Says Brian Sullivan, a friendly 36-year-old bearing Jeff Maggert: "Some guys, you hand them a club and they lay the sod over the ball with it and then give you hell for the rest of the day. They don't have the wife or kids or the dog to kick, so you get it."
Which is why it doesn't hurt to be a practice-range politician, either, glad-handing the golfers and the other caddies, since the odds aren't bad that after your boy misses the cut next Friday afternoon, he'll decide that your karma sucks -- but "let's think about something down the line."
"To a golfer you're only as good as the last putt you read for him," says Sullivan.
"You can work for a guy for years and all of a sudden one day he says, 'Oh, I don't think we're getting along, maybe we should split up for a while," says Russ Craver, who was separated from Larry Nelson for eight years. "Sometimes it's mutual agreement, sometimes it's just dirt."

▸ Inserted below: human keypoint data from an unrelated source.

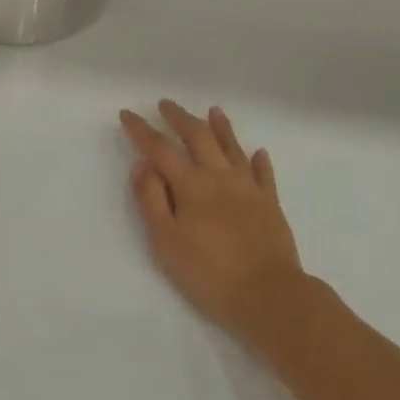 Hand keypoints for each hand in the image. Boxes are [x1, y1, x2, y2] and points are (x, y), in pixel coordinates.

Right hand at [120, 101, 306, 353]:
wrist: (268, 295)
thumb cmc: (209, 273)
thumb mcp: (166, 241)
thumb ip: (152, 200)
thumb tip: (142, 164)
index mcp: (191, 185)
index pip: (161, 149)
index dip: (142, 131)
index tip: (127, 114)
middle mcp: (220, 177)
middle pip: (199, 137)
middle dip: (180, 118)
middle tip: (166, 104)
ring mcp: (249, 188)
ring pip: (233, 148)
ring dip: (221, 127)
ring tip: (214, 110)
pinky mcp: (271, 204)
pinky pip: (264, 174)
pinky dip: (259, 161)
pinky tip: (258, 152) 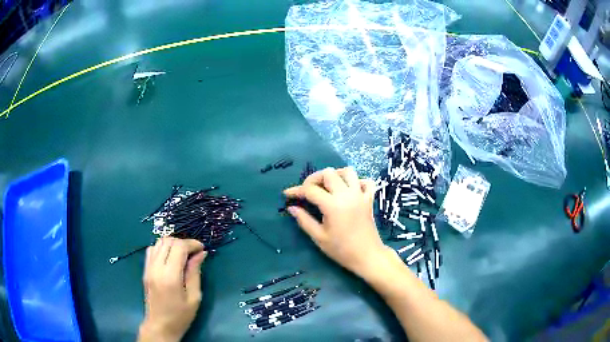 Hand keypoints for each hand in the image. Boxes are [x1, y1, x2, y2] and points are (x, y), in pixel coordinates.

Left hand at [138, 238, 206, 341]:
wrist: (160, 326)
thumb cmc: (180, 316)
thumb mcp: (194, 297)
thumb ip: (195, 273)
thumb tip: (201, 254)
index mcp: (170, 276)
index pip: (179, 247)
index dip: (192, 244)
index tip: (202, 249)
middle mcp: (156, 267)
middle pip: (168, 241)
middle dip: (183, 242)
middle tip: (194, 252)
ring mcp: (148, 268)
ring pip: (159, 242)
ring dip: (172, 244)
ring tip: (183, 254)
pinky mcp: (145, 270)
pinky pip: (152, 250)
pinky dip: (162, 248)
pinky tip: (170, 258)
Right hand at [284, 167, 390, 277]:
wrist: (367, 256)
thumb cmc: (341, 250)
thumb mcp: (319, 237)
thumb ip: (304, 220)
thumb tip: (292, 208)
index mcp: (332, 205)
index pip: (310, 190)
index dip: (296, 190)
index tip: (287, 194)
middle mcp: (347, 195)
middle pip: (328, 173)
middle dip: (314, 179)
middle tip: (307, 191)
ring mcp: (360, 195)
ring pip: (348, 172)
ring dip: (335, 175)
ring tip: (327, 186)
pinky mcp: (369, 199)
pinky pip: (365, 181)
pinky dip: (356, 181)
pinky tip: (349, 190)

And sometimes it looks like stealing. Veteran Andy Martinez, once Johnny Miller's portable friend, now caddieing for Tom Lehman: "I think certain guys start rumors, if they see that a player's having a little bit of trouble." Said Bruce Edwards, who except for a brief stint with Norman has enjoyed a career-long association with Tom Watson, "There are rumors amongst the caddie ranks of who's treading thin ice, who's going to quit or get fired. It can appear to be very cutthroat at times, but everybody's looking out for themselves."
The truth is, there's a lot of money to be made these days if you land a top player -- maybe even six figures a year -- so you can't blame the caddies for jockeying for position.

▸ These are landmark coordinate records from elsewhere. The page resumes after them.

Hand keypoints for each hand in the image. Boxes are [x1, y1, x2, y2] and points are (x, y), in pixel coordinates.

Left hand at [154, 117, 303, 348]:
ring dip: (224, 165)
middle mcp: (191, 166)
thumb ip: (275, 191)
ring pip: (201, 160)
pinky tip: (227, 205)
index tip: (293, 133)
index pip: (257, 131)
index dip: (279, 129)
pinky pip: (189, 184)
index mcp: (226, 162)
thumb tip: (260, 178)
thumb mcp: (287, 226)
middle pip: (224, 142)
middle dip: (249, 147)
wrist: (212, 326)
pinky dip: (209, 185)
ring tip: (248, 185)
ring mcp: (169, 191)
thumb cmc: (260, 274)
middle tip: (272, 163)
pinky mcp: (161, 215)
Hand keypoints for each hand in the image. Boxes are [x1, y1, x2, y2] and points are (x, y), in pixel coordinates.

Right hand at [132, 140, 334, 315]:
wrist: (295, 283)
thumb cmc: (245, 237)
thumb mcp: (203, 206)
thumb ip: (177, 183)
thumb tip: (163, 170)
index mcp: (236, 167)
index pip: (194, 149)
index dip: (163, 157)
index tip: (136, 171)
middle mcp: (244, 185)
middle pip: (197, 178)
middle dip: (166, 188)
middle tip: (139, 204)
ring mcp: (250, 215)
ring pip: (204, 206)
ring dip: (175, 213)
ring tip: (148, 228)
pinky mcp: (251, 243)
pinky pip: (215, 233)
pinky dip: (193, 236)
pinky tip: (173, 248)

It all makes for a complicated square dance. Martinez caddied for John Cook in 1990-91, then switched to Tom Lehman. Martinez's friend and roommate, Pete Bender, is now working for Cook after going from Greg Norman to Ray Floyd in the late '80s to Ian Baker-Finch in '91 and to Chip Beck last year, when Beck answered charges of slow play by changing caddies.

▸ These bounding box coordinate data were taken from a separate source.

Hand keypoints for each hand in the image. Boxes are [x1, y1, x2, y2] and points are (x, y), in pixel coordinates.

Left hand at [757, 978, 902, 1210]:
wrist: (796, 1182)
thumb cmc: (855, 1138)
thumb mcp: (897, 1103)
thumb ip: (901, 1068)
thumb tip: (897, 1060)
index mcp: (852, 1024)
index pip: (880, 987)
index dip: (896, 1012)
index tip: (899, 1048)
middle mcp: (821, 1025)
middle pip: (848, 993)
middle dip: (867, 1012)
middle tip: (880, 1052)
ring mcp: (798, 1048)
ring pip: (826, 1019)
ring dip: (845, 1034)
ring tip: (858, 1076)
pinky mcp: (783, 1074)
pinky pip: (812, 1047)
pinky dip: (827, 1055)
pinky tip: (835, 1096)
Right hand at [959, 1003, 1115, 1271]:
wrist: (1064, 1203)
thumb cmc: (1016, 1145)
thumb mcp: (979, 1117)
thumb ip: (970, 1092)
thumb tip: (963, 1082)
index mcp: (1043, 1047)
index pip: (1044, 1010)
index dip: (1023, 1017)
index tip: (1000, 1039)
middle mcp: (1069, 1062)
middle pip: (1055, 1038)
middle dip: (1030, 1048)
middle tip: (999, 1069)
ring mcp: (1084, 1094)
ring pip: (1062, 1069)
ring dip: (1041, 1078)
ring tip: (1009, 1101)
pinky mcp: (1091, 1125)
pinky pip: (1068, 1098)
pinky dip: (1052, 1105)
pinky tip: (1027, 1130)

You may remember seeing Bender at the Masters in 1993, standing next to Beck in the 15th fairway as his man deliberated whether to go for the par-five green in two while chasing leader Bernhard Langer.
Bender's recollection is probably even crueler than yours: "I gave him the yardage, and he kind of looked at me like, 'What should we do?' I was ready to pull the head cover off the 3-wood when he said, 'Not so fast, let's talk about this.'
"So I said, 'What's to talk about? You've got a perfect lie, 235 yards to the front.' I said, 'You know, Chip, in certain situations you're going to have to go for it, and this is one of them. You have a chance to win the Masters.'
"Then he started stalling. He walked up to about 10 yards past his ball and kept trying to wait for the breeze to pick up. Then he walked back and said, 'Well, there's a little breeze blowing in our face, you know.' And I said, 'Yeah, but it's not a strong breeze. Downhill makes up for it.' I told him I could give him more reasons he should go for it than he could to lay up.
"I asked him why he didn't want to go for it. He looked me straight in the face, and said, 'I don't want to mess my round up.'"
You know the rest of the story: Beck laid up, made par, and didn't catch Langer. Beck and Bender broke up three months later.
Sometimes a caddie can take things into his own hands -- but it isn't always easy. Edwards, who is Huck Finn to Watson's Tom Sawyer, remembers urging Watson to go for the green with his second shot on the par-five seventh at Spyglass Hill one year in the AT&T Pebble Beach National Pro-Am. When Watson demurred, Edwards blocked him from pulling an iron out of the bag. After surrendering the club, Edwards threw the 3-wood onto the fairway and stormed off. Finally, Watson picked up the wood.
"Nick Faldo was in our group, and he said to me as Tom was about to hit the 3-wood, 'Boy, you really put your job on the line there.' And I'm standing there thinking, 'Just don't hit it left.'" (He didn't, but only made par.)
There is an art to knowing what to say and when to say it. "Some guys you have to really talk to a lot, they want a cheerleader," according to Sullivan. "Some guys hate it, too, you'd better not say a word."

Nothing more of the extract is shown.